If you are starting a business, it is difficult to get a loan from a bank, and here is the reason: you actually need the money. That’s right. If you need money, it’s hard to get it. If you don’t need it, people will throw it at you.
I am overstating the case, of course. Once you are in business, you have revenue, customers, and assets—all things banks like to see. When you are just starting up, you usually don’t have these things, so if you default on your loan, the bank has nothing to repossess. In some cases, you can sign a personal guarantee, and then they can come after your house or your savings account, if you have them. But normally, banks don’t like to give you money when you most need it. Even when they shove brochures at you that say “We do small business loans.” Which they did. As well as saying, “If you ever need anything….” Yeah, right.
A retail store is not the kind of business to attract investment by either angel investors or venture capitalists. Both of those are looking for opportunities to make ten, twenty, or thirty times their investment. Selling books and software isn’t about to do that for them unless, perhaps, you’re Jeff Bezos, CEO of Amazon.com, and we all know how long it took him to get out of the red.

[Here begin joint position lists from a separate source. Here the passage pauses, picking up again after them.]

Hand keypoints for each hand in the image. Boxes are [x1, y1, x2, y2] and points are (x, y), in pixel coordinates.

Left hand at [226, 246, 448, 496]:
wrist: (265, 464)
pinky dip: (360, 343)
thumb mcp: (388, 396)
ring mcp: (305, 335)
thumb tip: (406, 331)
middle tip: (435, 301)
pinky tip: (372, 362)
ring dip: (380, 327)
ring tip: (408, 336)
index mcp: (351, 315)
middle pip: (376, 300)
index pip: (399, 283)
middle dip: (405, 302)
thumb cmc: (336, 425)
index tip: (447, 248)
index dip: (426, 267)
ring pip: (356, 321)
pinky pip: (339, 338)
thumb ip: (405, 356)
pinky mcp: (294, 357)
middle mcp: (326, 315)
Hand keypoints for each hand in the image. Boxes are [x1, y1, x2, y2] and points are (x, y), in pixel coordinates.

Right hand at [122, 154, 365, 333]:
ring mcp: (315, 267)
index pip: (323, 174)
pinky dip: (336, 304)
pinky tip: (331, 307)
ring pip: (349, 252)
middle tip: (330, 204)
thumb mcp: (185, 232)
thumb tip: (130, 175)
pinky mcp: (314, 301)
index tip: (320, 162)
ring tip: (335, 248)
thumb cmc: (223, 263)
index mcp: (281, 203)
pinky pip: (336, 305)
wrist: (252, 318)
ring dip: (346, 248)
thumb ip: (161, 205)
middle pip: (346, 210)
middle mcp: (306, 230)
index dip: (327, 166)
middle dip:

Small business loan from the government, you say? You’re dreaming. Hard to get, slow, and you must meet a series of rather byzantine requirements.

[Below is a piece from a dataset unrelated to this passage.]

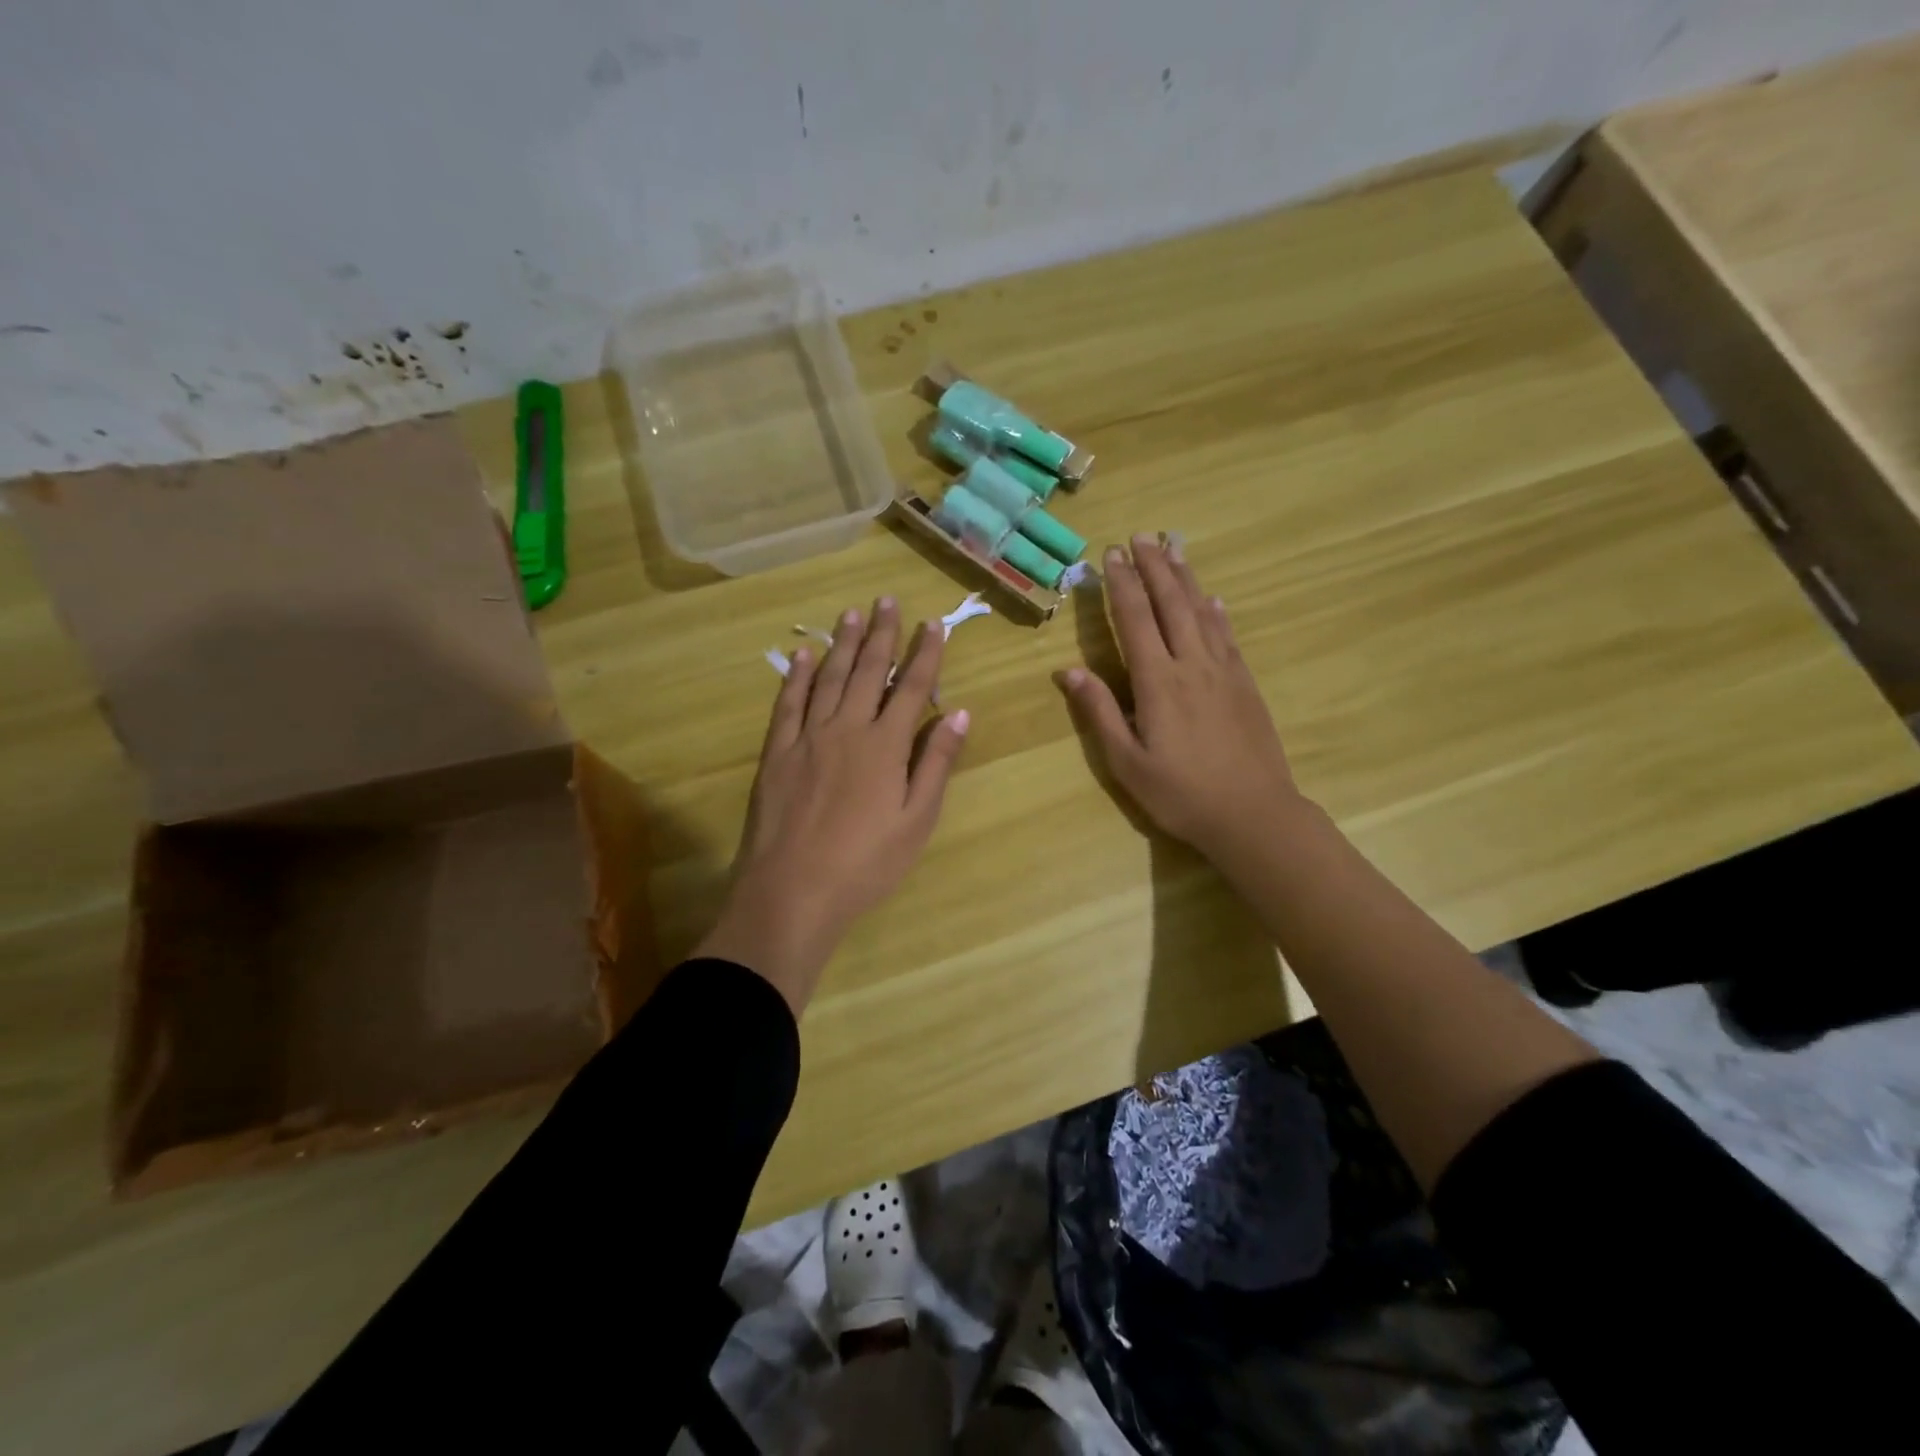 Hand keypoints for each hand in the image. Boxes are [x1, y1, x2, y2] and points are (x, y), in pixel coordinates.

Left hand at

So what were we to do? You can charge merchandise purchases on credit cards, but of course, interest rates are quite high, and you can rack up a lot of debt very quickly. And by the way, it can be almost impossible to close out a credit card account completely and forever. Give a vendor access, and even when you’ve closed the account, you may see mysterious charges showing up. This happens a lot with services that are renewed automatically, like domain names, ISP accounts, and the like. Sometimes even the annual credit card fee shows up this way.
But I digress. The point is that some vendors will give you limited credit, but you still have to pay fairly quickly. Where would this fast cash come from?
Continues....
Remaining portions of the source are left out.